Record excerpts:
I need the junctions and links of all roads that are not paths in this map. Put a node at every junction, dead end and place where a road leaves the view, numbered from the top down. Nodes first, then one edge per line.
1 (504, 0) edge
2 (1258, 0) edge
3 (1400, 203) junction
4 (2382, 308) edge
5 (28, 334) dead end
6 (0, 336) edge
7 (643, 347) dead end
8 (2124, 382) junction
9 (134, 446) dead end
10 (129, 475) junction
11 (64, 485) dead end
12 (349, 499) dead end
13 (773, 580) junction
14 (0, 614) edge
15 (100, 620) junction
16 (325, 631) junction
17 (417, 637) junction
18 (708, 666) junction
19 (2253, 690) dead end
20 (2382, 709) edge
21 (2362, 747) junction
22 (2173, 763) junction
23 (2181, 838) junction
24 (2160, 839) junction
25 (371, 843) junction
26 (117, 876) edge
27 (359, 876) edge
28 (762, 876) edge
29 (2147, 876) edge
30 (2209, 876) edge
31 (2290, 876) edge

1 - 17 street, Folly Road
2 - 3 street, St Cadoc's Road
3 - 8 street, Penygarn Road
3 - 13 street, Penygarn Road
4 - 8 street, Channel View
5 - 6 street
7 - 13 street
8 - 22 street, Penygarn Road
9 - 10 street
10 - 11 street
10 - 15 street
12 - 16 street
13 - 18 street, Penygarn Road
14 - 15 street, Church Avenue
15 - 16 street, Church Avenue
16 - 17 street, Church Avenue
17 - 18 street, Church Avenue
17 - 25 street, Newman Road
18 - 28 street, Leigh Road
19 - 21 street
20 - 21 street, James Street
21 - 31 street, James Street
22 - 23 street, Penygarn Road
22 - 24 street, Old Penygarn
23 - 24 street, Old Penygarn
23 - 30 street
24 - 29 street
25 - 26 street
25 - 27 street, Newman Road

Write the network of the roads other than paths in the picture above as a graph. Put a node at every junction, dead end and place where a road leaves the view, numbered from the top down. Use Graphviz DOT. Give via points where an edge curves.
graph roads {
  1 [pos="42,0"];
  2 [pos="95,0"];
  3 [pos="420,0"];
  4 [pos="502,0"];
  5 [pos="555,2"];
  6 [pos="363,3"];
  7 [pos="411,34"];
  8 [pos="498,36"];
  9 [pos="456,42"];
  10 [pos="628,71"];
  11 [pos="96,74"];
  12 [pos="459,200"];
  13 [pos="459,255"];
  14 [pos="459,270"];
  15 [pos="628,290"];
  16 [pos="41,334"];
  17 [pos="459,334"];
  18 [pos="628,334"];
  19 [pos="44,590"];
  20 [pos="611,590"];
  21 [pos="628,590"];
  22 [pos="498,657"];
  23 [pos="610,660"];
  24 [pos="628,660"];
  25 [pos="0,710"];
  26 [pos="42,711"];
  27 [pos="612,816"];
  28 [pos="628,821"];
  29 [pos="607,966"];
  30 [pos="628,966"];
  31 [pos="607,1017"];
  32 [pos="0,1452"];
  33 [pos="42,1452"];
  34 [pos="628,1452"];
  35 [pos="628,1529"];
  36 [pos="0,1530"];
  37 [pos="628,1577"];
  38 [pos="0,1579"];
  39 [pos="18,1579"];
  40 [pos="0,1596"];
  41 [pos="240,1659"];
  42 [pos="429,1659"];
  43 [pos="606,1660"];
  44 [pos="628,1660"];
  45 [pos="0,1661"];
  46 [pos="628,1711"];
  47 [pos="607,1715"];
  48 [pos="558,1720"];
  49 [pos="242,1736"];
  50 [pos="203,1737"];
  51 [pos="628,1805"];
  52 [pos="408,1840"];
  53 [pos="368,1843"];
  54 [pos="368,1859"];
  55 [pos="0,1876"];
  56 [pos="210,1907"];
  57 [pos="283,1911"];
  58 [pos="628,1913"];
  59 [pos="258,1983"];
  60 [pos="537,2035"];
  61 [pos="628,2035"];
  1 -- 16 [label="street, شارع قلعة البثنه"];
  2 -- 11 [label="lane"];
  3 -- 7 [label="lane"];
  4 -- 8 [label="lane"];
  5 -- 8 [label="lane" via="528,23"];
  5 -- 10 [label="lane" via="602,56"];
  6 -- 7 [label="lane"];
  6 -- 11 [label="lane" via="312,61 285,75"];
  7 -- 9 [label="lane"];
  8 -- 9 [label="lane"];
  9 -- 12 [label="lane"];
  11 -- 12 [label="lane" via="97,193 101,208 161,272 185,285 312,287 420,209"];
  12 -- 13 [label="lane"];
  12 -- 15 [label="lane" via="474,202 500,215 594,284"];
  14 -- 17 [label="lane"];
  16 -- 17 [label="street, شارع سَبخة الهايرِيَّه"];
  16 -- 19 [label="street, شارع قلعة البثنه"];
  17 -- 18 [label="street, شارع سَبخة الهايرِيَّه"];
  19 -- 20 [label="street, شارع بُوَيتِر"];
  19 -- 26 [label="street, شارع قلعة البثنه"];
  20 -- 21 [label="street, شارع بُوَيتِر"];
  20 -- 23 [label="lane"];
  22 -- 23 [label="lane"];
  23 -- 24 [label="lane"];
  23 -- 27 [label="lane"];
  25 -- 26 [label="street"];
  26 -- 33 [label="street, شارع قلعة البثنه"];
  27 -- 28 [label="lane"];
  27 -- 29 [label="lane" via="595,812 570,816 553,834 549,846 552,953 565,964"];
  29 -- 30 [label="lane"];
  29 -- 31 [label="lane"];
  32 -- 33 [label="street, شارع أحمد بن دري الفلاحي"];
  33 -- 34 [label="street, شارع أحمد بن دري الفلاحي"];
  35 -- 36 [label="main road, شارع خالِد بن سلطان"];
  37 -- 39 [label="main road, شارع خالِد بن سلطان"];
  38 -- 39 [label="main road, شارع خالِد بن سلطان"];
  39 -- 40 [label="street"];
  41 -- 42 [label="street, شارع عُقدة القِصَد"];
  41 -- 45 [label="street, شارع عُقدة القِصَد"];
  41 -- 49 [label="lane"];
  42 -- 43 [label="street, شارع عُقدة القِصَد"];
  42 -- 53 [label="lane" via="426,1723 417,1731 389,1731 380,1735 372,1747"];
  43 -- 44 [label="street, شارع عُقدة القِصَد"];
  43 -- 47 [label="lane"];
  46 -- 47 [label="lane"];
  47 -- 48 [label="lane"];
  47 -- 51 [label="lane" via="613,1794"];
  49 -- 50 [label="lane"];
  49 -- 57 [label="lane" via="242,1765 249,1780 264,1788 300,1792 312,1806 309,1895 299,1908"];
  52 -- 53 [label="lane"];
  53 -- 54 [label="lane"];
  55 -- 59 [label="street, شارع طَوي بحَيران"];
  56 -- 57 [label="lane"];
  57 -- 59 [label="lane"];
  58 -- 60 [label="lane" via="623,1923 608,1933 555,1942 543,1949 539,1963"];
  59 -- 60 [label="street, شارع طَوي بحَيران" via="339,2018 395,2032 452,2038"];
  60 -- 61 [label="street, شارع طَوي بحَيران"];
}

What to work on: The string "Newman" marks the lines to copy; report each of them from the data above.

Answer box:
17 - 25 street, Newman Road
25 - 27 street, Newman Road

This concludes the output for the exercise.